12/06/2019

Extension du droit passerelle à partir du 1er juillet 2019

Les indépendants, aidants et conjoints aidants qui interrompent leur activité peuvent prétendre, sous certaines conditions, à une allocation au droit passerelle pendant une durée de 12 mois maximum et à une dispense de cotisations sociales.

Modalités

Le droit passerelle peut être accordé dans les cas suivants :

  1. Faillite
  2. Règlement collectif de dettes
  3. Interruption forcée
  4. Cessation pour cause de difficultés économiques

A partir du 1er juillet 2019, ce droit passerelle sera étendu afin d’en faire bénéficier un plus grand nombre d’indépendants.

Quelles sont ces modifications en vigueur au 1er juillet 2019 ?

Conjoints aidants et aidants en cas de faillite

Les conjoints aidants et les aidants indépendants dont l’entreprise est déclarée en faillite pourront également prétendre au droit passerelle.

Jusqu’à présent, ceux-ci ne pouvaient prétendre qu’aux trois autres piliers.
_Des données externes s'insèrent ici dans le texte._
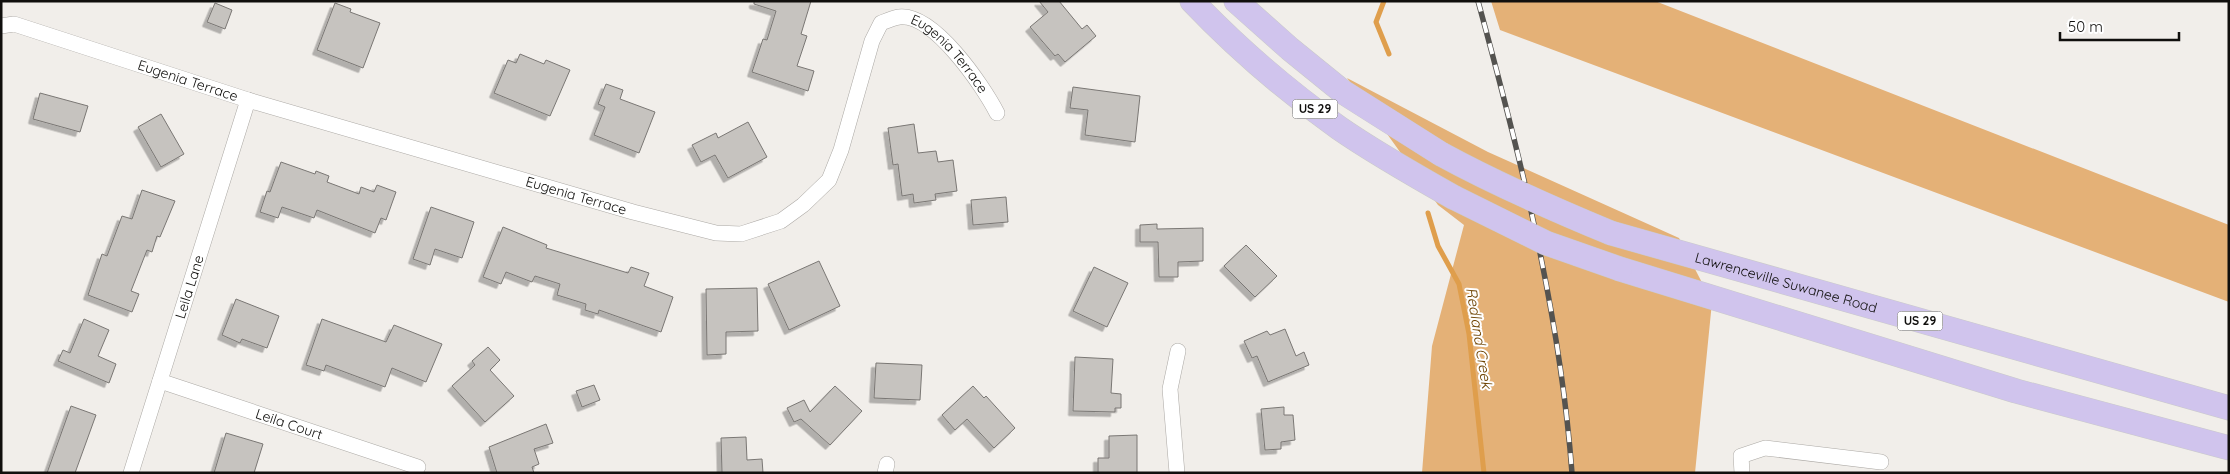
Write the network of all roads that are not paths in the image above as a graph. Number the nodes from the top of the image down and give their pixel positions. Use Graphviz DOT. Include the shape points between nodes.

Augmentation de la durée du bénéfice du droit passerelle

Le droit passerelle est limité à 12 mois de prestations financières et quatre trimestres de maintien de droits sociaux. Cette limitation est maintenue.
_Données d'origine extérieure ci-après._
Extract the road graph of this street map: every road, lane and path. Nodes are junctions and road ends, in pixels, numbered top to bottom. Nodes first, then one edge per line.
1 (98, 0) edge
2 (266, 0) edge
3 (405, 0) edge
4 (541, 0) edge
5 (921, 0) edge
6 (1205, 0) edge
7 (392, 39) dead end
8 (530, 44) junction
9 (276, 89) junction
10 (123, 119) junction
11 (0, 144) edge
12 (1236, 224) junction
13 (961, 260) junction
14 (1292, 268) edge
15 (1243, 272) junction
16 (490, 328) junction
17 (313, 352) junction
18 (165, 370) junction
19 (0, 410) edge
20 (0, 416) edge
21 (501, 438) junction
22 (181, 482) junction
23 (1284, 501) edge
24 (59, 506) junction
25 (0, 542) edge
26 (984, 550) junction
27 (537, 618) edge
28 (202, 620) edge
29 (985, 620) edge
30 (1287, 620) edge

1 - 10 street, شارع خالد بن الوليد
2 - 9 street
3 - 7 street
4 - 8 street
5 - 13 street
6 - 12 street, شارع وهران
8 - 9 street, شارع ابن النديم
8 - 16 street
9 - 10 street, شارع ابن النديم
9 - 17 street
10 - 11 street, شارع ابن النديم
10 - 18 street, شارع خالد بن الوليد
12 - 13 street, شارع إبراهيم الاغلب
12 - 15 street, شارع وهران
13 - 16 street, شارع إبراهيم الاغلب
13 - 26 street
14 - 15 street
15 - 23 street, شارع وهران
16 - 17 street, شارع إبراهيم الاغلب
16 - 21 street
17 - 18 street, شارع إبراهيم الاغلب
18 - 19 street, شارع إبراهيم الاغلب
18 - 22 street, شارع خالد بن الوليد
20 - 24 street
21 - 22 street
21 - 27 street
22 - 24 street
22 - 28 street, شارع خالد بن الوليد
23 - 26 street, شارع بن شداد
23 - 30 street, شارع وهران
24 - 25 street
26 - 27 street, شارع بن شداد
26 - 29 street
En revanche, la durée totale pour l’ensemble de la carrière sera augmentée si l’indépendant peut démontrer qu’il a constitué des droits de pension en tant qu’indépendant durant au moins 60 trimestres (= 15 ans de carrière). Dans ce cas, celle-ci s’élèvera à 24 mois maximum en ce qui concerne la prestation financière et à maximum 8 trimestres en ce qui concerne le maintien des droits sociaux.

Extension du troisième pilier (interruption forcée)
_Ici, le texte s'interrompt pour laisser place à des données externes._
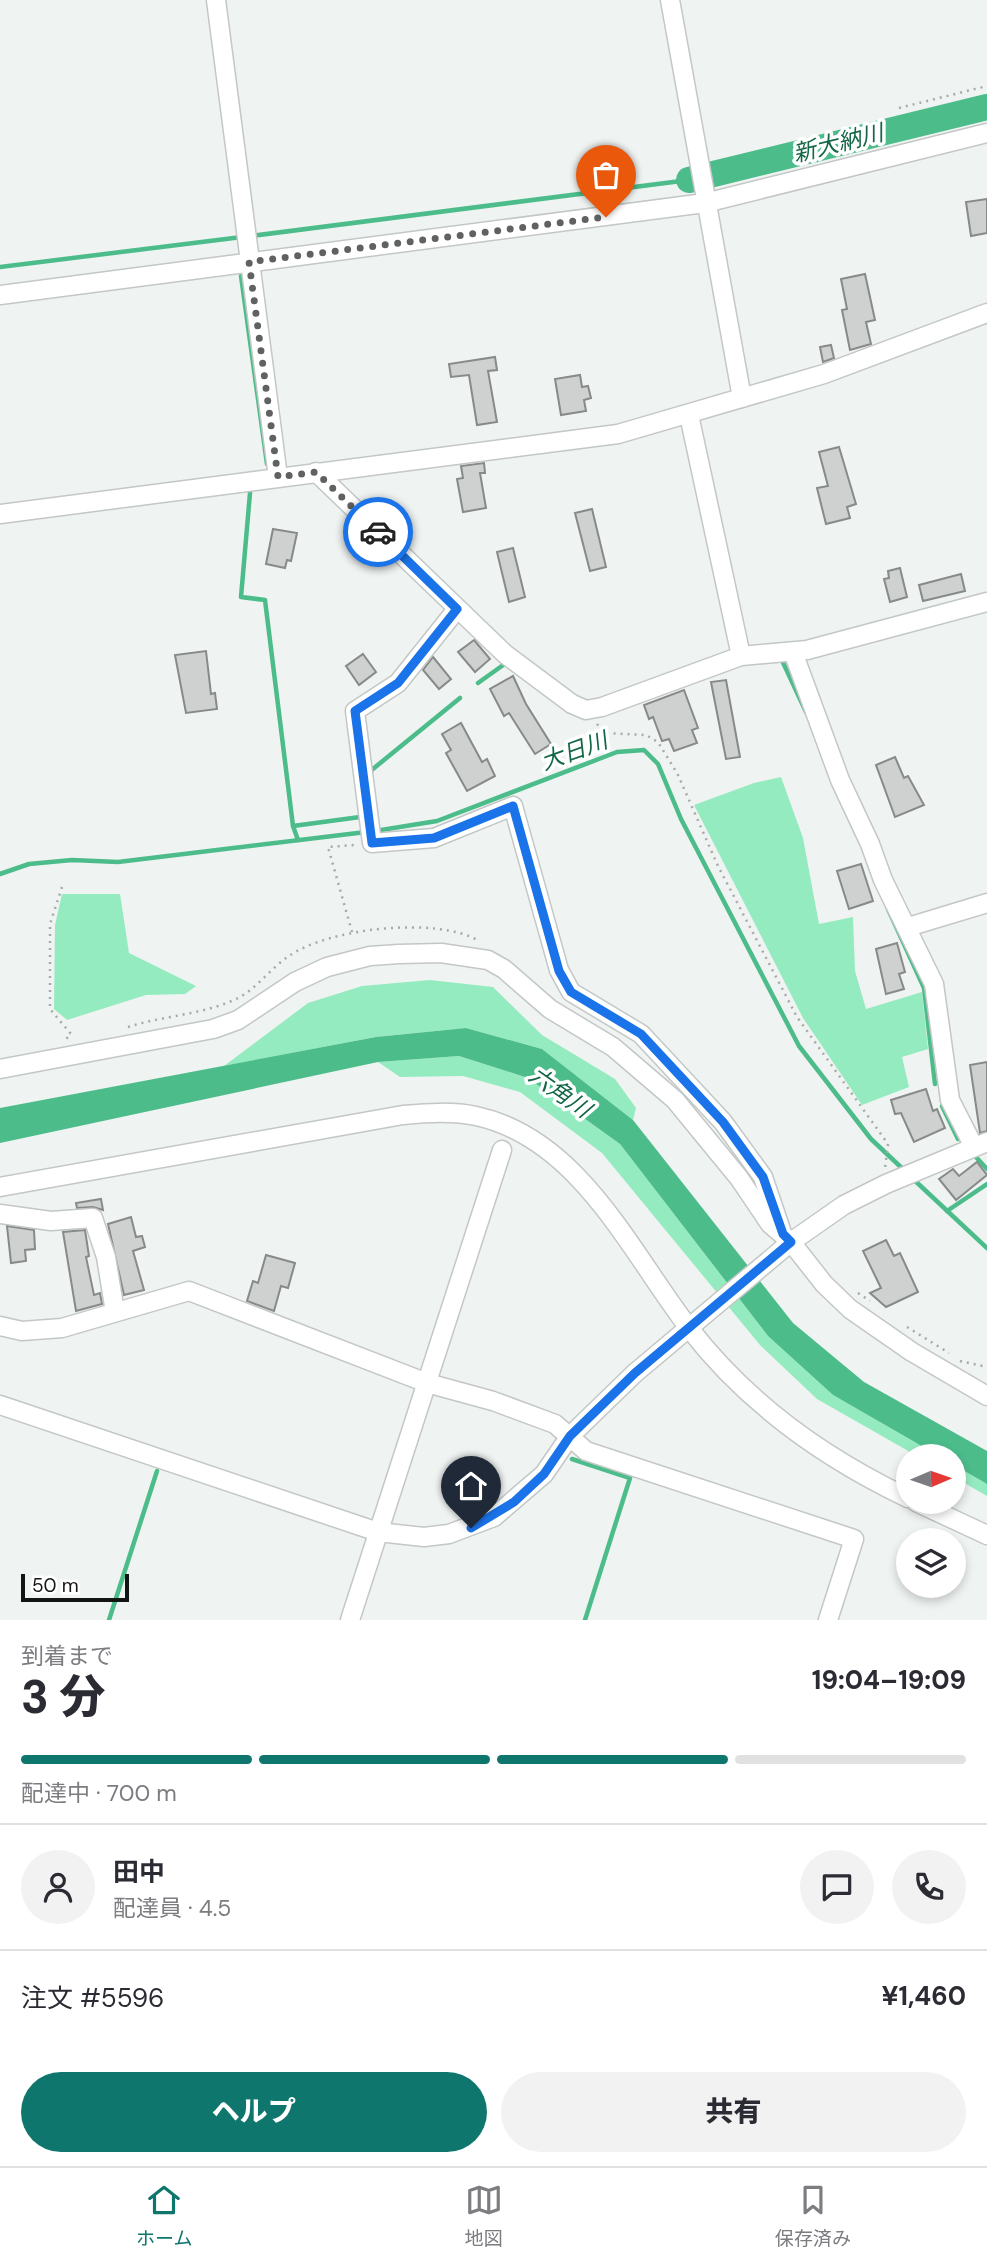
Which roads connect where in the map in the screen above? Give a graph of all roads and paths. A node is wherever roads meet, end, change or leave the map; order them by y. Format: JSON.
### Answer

Le troisième pilier du droit passerelle peut être accordé aux indépendants qui sont forcés d’interrompre temporairement ou définitivement toute activité professionnelle pour des raisons indépendantes de leur volonté. Cela s’applique donc dans les cas de catastrophe naturelle, de destruction d'un bâtiment ou de matériel causée par un tiers, d’incendie ou d’allergie.

À partir du 1er juillet 2019, la notion de destruction sera remplacée par le mot « détérioration » et consistera à toute forme de détérioration de l’outillage professionnel ou des bâtiments à usage professionnel qui en rend l’usage impossible. La détérioration ne doit donc plus nécessairement être causée par un tiers.

Par exemple, la détérioration d'un véhicule peut désormais être retenue, même si elle survient dans le cadre d'un accident de la route pour lequel l'indépendant est reconnu en tort.

La loi a également ajouté une cinquième situation spécifique : la « décision d’un acteur économique tiers ou événement ayant des impacts économiques ». Est visé tout événement qui touche directement et significativement le demandeur. Par exemple la disparition d’un client important, une crise sectorielle, des travaux de voirie, etc…

L'interruption de l'activité indépendante à l'occasion de la situation est censée commencer à la date déclarée par le demandeur (déclaration sur l'honneur).

Ces nouvelles mesures entreront en vigueur le 1er juillet 2019 et s'appliqueront à tous les faits qui ont lieu à partir de cette date.